Sai da janela, Dolores, aí não é lugar de mulher!

Valéria Caimi é mestre em letras, professora da rede estadual, poetisa e cronista

Na semana passada um dos assuntos mais comentados foi o tal  estupro culposo. O termo culposo é utilizado para designar um ato ilícito praticado sem intenção. Não existe essa possibilidade quando se trata desse tipo de crime. Ficamos perplexos, porém necessitamos refletir sobre as entrelinhas dessa situação.
“ Tinha que ser mulher!”  
“ Tá de TPM?”
“Mulher só é bonita de cabelo comprido!”
“E esse esmalte vermelho?” 
“Menina direita não fala palavrão!”
“Sente direito!”
“Com essa roupa?

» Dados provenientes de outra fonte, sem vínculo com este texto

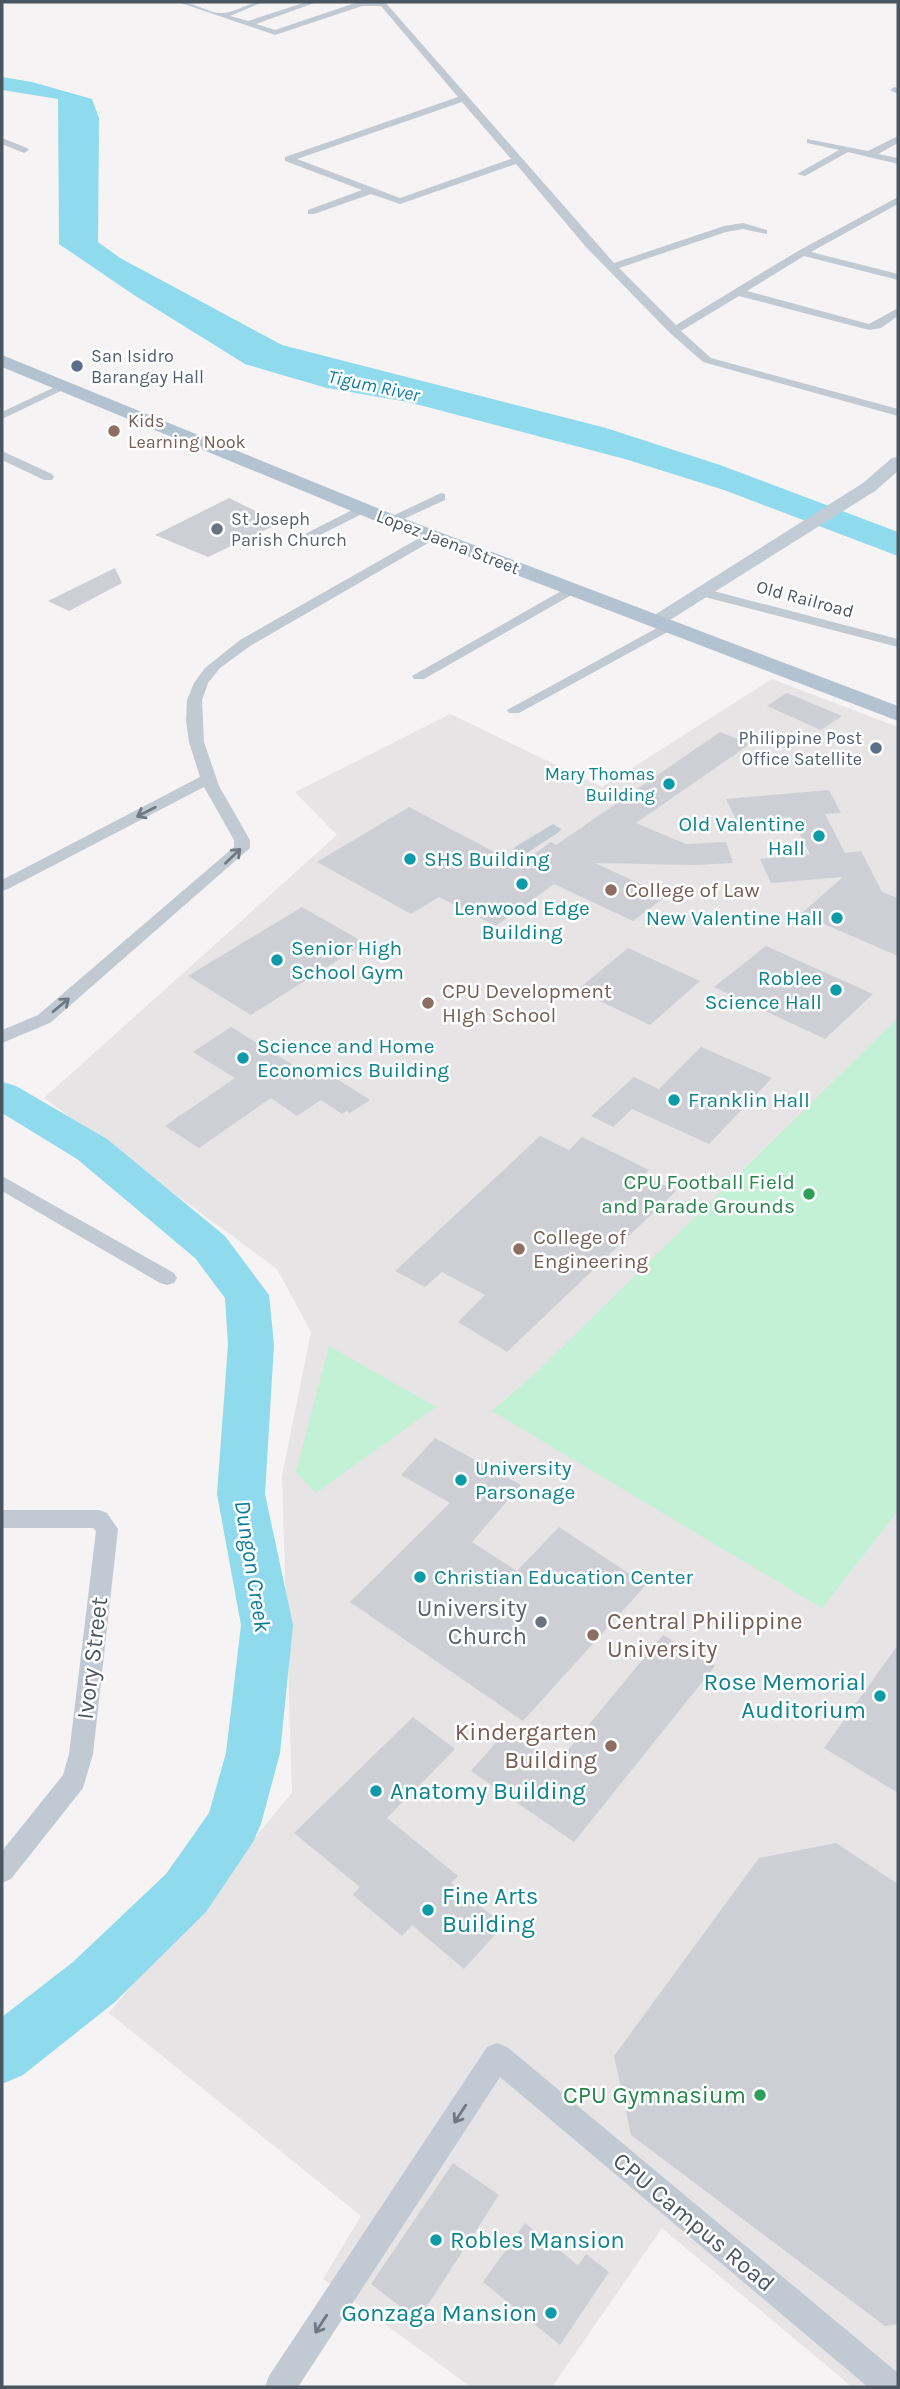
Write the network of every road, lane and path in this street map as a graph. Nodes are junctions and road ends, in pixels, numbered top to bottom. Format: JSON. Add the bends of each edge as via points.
{"nodes":[{"id":1,"x":259,"y":2,"type":"edge"},
{"id":2,"x":313,"y":2,"type":"edge"},
{"id":3,"x":350,"y":2,"type":"edge"},
{"id":4,"x":190,"y":3,"type":"edge"},
{"id":5,"x":381,"y":3,"type":"edge"},
{"id":6,"x":361,"y":4,"type":"junction"},
{"id":7,"x":223,"y":16,"type":"junction"},
{"id":8,"x":248,"y":24,"type":"junction"},
{"id":9,"x":465,"y":98,"type":"junction"},
{"id":10,"x":898,"y":139,"type":"edge"},
{"id":11,"x":2,"y":141,"type":"edge"},
{"id":12,"x":810,"y":141,"type":"dead end"},
{"id":13,"x":24,"y":149,"type":"dead end"},
{"id":14,"x":848,"y":149,"type":"junction"},
{"id":15,"x":870,"y":155,"type":"junction"},
{"id":16,"x":519,"y":160,"type":"junction"},
{"id":17,"x":898,"y":161,"type":"edge"},
{"id":18,"x":802,"y":174,"type":"dead end"},
{"id":19,"x":372,"y":190,"type":"junction"},
{"id":20,"x":898,"y":200,"type":"edge"},
{"id":21,"x":881,"y":209,"type":"junction"},
{"id":22,"x":311,"y":212,"type":"dead end"},
{"id":23,"x":898,"y":214,"type":"edge"},
{"id":24,"x":763,"y":232,"type":"dead end"},
{"id":25,"x":802,"y":253,"type":"junction"},
{"id":26,"x":612,"y":267,"type":"junction"},
{"id":27,"x":898,"y":278,"type":"edge"},
{"id":28,"x":737,"y":292,"type":"junction"},
{"id":29,"x":896,"y":314,"type":"edge"},
{"id":30,"x":674,"y":331,"type":"junction"},
{"id":31,"x":2,"y":361,"type":"edge"},
{"id":32,"x":63,"y":387,"type":"junction"},
{"id":33,"x":898,"y":413,"type":"edge"},
{"id":34,"x":2,"y":416,"type":"edge"},
{"id":35,"x":2,"y":455,"type":"edge"},
{"id":36,"x":898,"y":462,"type":"edge"},
{"id":37,"x":48,"y":477,"type":"dead end"},
{"id":38,"x":442,"y":497,"type":"dead end"},
{"id":39,"x":362,"y":509,"type":"junction"},
{"id":40,"x":390,"y":520,"type":"junction"},
{"id":41,"x":311,"y":534,"type":"dead end"},
{"id":42,"x":430,"y":536,"type":"junction"},
{"id":43,"x":570,"y":590,"type":"junction"},
{"id":44,"x":702,"y":592,"type":"junction"},
{"id":45,"x":662,"y":623,"type":"junction"},
{"id":46,"x":898,"y":643,"type":"edge"},
{"id":47,"x":419,"y":676,"type":"dead end"},
{"id":48,"x":513,"y":710,"type":"dead end"},
{"id":49,"x":898,"y":714,"type":"edge"},
{"id":50,"x":207,"y":780,"type":"junction"},
{"id":51,"x":552,"y":829,"type":"dead end"},
{"id":52,"x":521,"y":850,"type":"dead end"},
{"id":53,"x":2,"y":886,"type":"edge"},
{"id":54,"x":2,"y":1037,"type":"edge"},
{"id":55,"x":2,"y":1183,"type":"edge"},
{"id":56,"x":167,"y":1278,"type":"dead end"},
{"id":57,"x":2,"y":1519,"type":"edge"},
{"id":58,"x":2,"y":1871,"type":"edge"},
{"id":59,"x":280,"y":2387,"type":"edge"},
{"id":60,"x":891,"y":2387,"type":"edge"}],
"edges":[{"from":1,"to":7,"type":"street"},
{"from":2,"to":8,"type":"street"},
{"from":3,"to":6,"type":"street"},
{"from":4,"to":7,"type":"street"},
{"from":5,"to":6,"type":"street"},
{"from":5,"to":9,"type":"street"},
{"from":6,"to":8,"type":"street","via":[[275,33]]},
{"from":7,"to":8,"type":"street"},
{"from":9,"to":16,"type":"street"},
{"from":9,"to":19,"type":"street","via":[[288,159]]},
{"from":10,"to":15,"type":"street"},
{"from":11,"to":13,"type":"street"},
{"from":12,"to":14,"type":"street"},
{"from":14,"to":15,"type":"street"},
{"from":14,"to":18,"type":"street"},
{"from":15,"to":17,"type":"street"},
{"from":16,"to":19,"type":"street","via":[[400,201]]},
{"from":16,"to":26,"type":"street"},
{"from":19,"to":22,"type":"street"},
{"from":20,"to":21,"type":"street"},
{"from":21,"to":23,"type":"street"},
{"from":21,"to":25,"type":"street"},
{"from":24,"to":26,"type":"street","via":[[743,226],[724,229]]},
{"from":25,"to":27,"type":"street"},
{"from":25,"to":28,"type":"street"},
{"from":26,"to":30,"type":"street"},
{"from":28,"to":29,"type":"street","via":[[869,327]]},
{"from":28,"to":30,"type":"street"},
{"from":30,"to":33,"type":"street","via":[[707,360]]},
{"from":31,"to":32,"type":"main road","name":"Lopez Jaena Street"},
{"from":32,"to":34,"type":"street"},
{"from":32,"to":39,"type":"main road","name":"Lopez Jaena Street"},
{"from":35,"to":37,"type":"street"},
{"from":36,"to":44,"type":"street","via":[[869,487]]},
{"from":38,"to":40,"type":"street"},
{"from":39,"to":40,"type":"main road","name":"Lopez Jaena Street"},
{"from":39,"to":41,"type":"street"},
{"from":40,"to":42,"type":"main road","name":"Lopez Jaena Street"},
{"from":42,"to":43,"type":"main road","name":"Lopez Jaena Street"},
{"from":42,"to":50,"type":"street","via":[[218,663],[200,684],[192,722]]},
{"from":43,"to":45,"type":"main road","name":"Lopez Jaena Street"},
{"from":43,"to":47,"type":"street"},
{"from":44,"to":45,"type":"street"},
{"from":44,"to":46,"type":"street","name":"Old Railroad"},
{"from":45,"to":48,"type":"street"},
{"from":45,"to":49,"type":"main road","name":"Lopez Jaena Street"},
{"from":50,"to":53,"type":"street","one_way":true},
{"from":54,"to":50,"type":"street","one_way":true,"via":[[44,1019],[242,848],[242,840]]},
{"from":51,"to":52,"type":"street"},
{"from":55,"to":56,"type":"street"},
{"from":57,"to":58,"type":"street","name":"Ivory Street","via":[[99,1519],[107,1530],[81,1754],[74,1780]]},
{"from":60,"to":59,"type":"street","name":"CPU Campus Road","one_way":true,"via":[[498,2057]]}]}
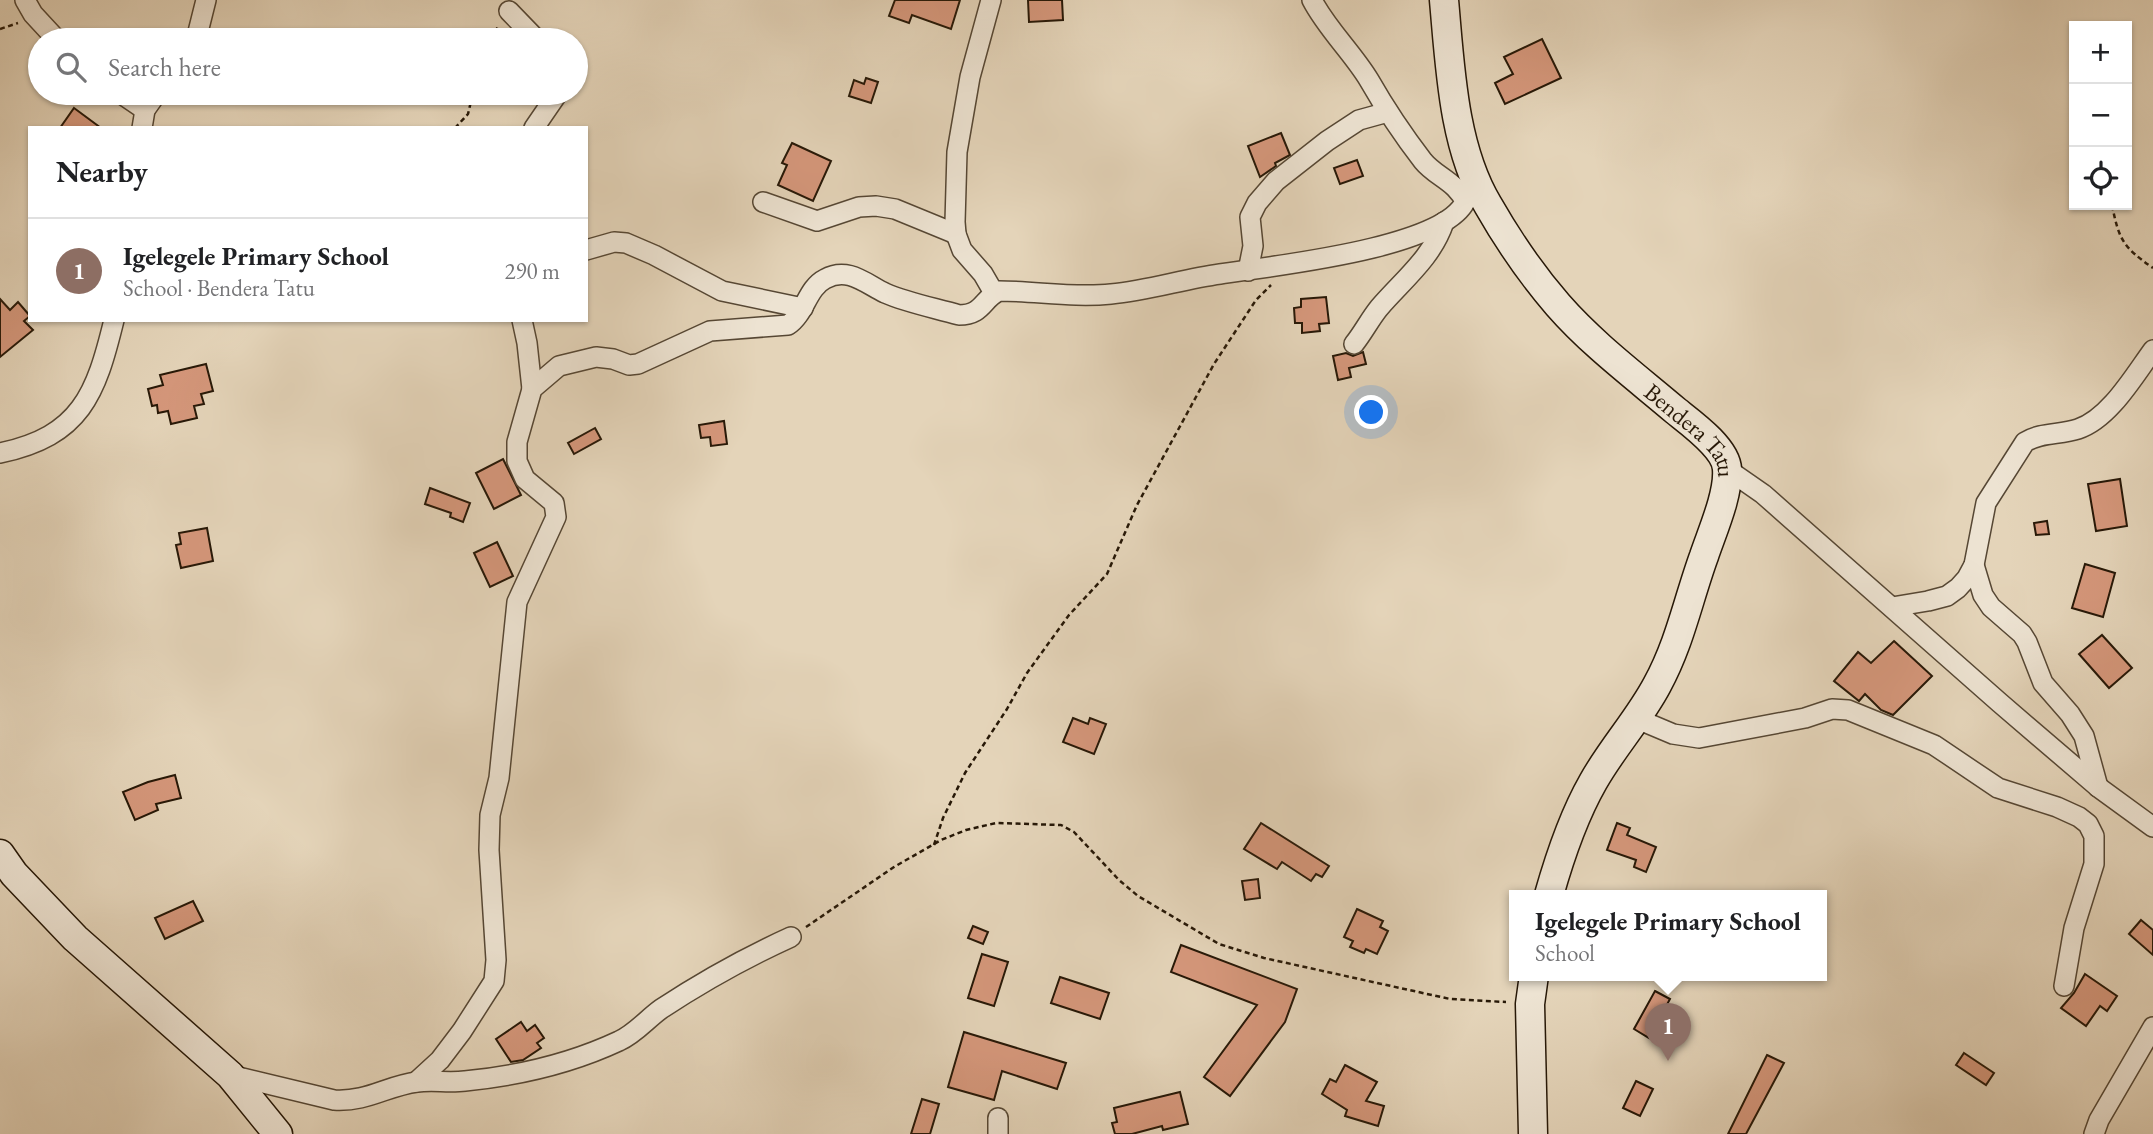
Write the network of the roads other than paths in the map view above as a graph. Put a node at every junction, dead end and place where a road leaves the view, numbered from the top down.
1 (24, 0) edge
2 (206, 0) edge
3 (991, 0) edge
4 (1312, 0) edge
5 (1444, 0) edge
6 (509, 11) dead end
7 (46, 28) edge
8 (199, 28) edge
9 (525, 28) edge
10 (131, 105) edge
11 (550, 105) edge
12 (1388, 112) junction
13 (144, 119) edge
14 (535, 126) edge
15 (763, 202) dead end
16 (1444, 222) junction
17 (956, 234) junction
18 (588, 249) edge
19 (1248, 271) junction
20 (994, 293) junction
21 (803, 307) junction
22 (113, 322) edge
23 (522, 322) edge
24 (1354, 344) dead end
25 (2153, 350) edge
26 (532, 389) junction
27 (0, 453) edge
28 (1727, 469) junction
29 (1974, 565) junction
30 (1892, 607) junction
31 (1635, 718) junction
32 (2098, 787) junction
33 (2153, 827) edge
34 (0, 854) edge
35 (1550, 890) edge
36 (791, 937) road end
37 (1533, 981) edge
38 (2064, 986) dead end
39 (2153, 1027) edge
40 (230, 1075) junction
41 (416, 1083) junction
42 (278, 1134) edge
43 (1533, 1134) edge
44 (2094, 1134) edge

1 - 7 street
2 - 8 street
3 - 17 street
4 - 12 street
5 - 28 main road, Bendera Tatu
6 - 9 street
10 - 13 street
11 - 14 street
12 - 16 street
12 - 19 street
15 - 17 street
16 - 19 street
16 - 24 street
17 - 20 street
18 - 21 street
19 - 20 street
20 - 21 street
21 - 26 street
22 - 27 street
23 - 26 street
25 - 29 street
26 - 41 street
28 - 30 street
28 - 31 main road, Bendera Tatu
29 - 30 street
29 - 32 street
30 - 32 street
31 - 35 main road, Bendera Tatu
31 - 38 street
32 - 33 street
34 - 40 main road
36 - 41 street
37 - 43 main road
39 - 44 street
40 - 41 street
40 - 42 main road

Tá pedindo!”
Certamente, você já ouviu, disse, ou pensou uma dessas frases, ou ainda centenas de outras carregadas de machismo que desqualificam às mulheres! Uma das coisas que elas aprendem desde pequenas é que estão sempre erradas.  As que ousam ter um comportamento não feminino, ou mais ousado, são reprimidas.  Crescemos ouvido histórias em que o comportamento da personagem, visto como inadequado, teve um fim “bem merecido”, porque procurou!
No conto da Chapeuzinho Vermelho, chegamos a ficar com raiva da personagem, porque  ela desobedeceu a mãe e foi pelo caminho que não deveria ter ido. No entanto, em nenhum momento refletimos sobre as mentiras do Lobo, suas más intenções, sua lábia. Culpamos a vítima: se ela não tivesse desobedecido nada disso teria acontecido. Certamente com ela não, mas provavelmente passaria outra menina pelo mesmo caminho e o Lobo estaria lá.
Saindo dos contos de fadas e observando a vida do jeito que ela é, percebemos que muitas de mulheres, vivem casamentos abusivos e violentos porque aprenderam que precisam salvar sua família. E quem as salvará? Escondem-se atrás de portas e janelas reais e mentais, com medo de que um dia, ao abri-las o sol entre e as despertem da ilusão que é suas vidas!
Muitas são tratadas como objetos de desejos e não como sujeitos que têm sonhos, aspirações e inteligência! Abandonam-se para viver o projeto dos pais, do marido, ou dos próprios filhos! Submetem-se a tomar conta da casa, dos filhos, dos cachorros, mesmo trabalhando fora e ficam felizes caso o companheiro ajude nos serviços domésticos. Quando reclamam, ainda, precisam ouvir: “Homem é assim mesmo!”
Outras que ainda estudam, que criam filhos sozinhas, que trabalham dentro e fora de casa ganham o título de heroínas. Na verdade, são mulheres sobrecarregadas por uma sociedade machista e desigual.
As mulheres mães choram na porta da creche quando precisam deixar seus filhos aos cuidados de outras mulheres que são mães e estão tão sobrecarregadas quanto todas as outras.
Inúmeras mulheres adolescentes, sem o apoio do parceiro, escondem a gravidez, porque afinal “engravidou porque quis!” E várias chegam ao extremo do aborto, numa agonia de silêncio, solidão e dor que dilacera a alma.
Tantas cuidam, excessivamente, do corpo, porque a mídia impôs que para ser desejada e olhada é preciso estar com tudo em cima e a criança interior silenciada, desprezada, solitária grita por carinho. Essas mulheres buscam amor e afeto, onde, incontáveis vezes, só querem delas prazeres físicos ou satisfação do ego.
Destruímos nos psicológico tentando consertar pessoas, relações, situações, porque o nosso instinto materno diz que precisamos zelar, cuidar dos outros. 
Muitas são abusadas, assediadas, estupradas, mortas, dentro e fora de casa! E o que assistimos das nossas janelas, na maioria das vezes, de braços cruzados? Uma sociedade que nos julga, nos culpa, nos pune, pelo simples fato de termo nascido mulher!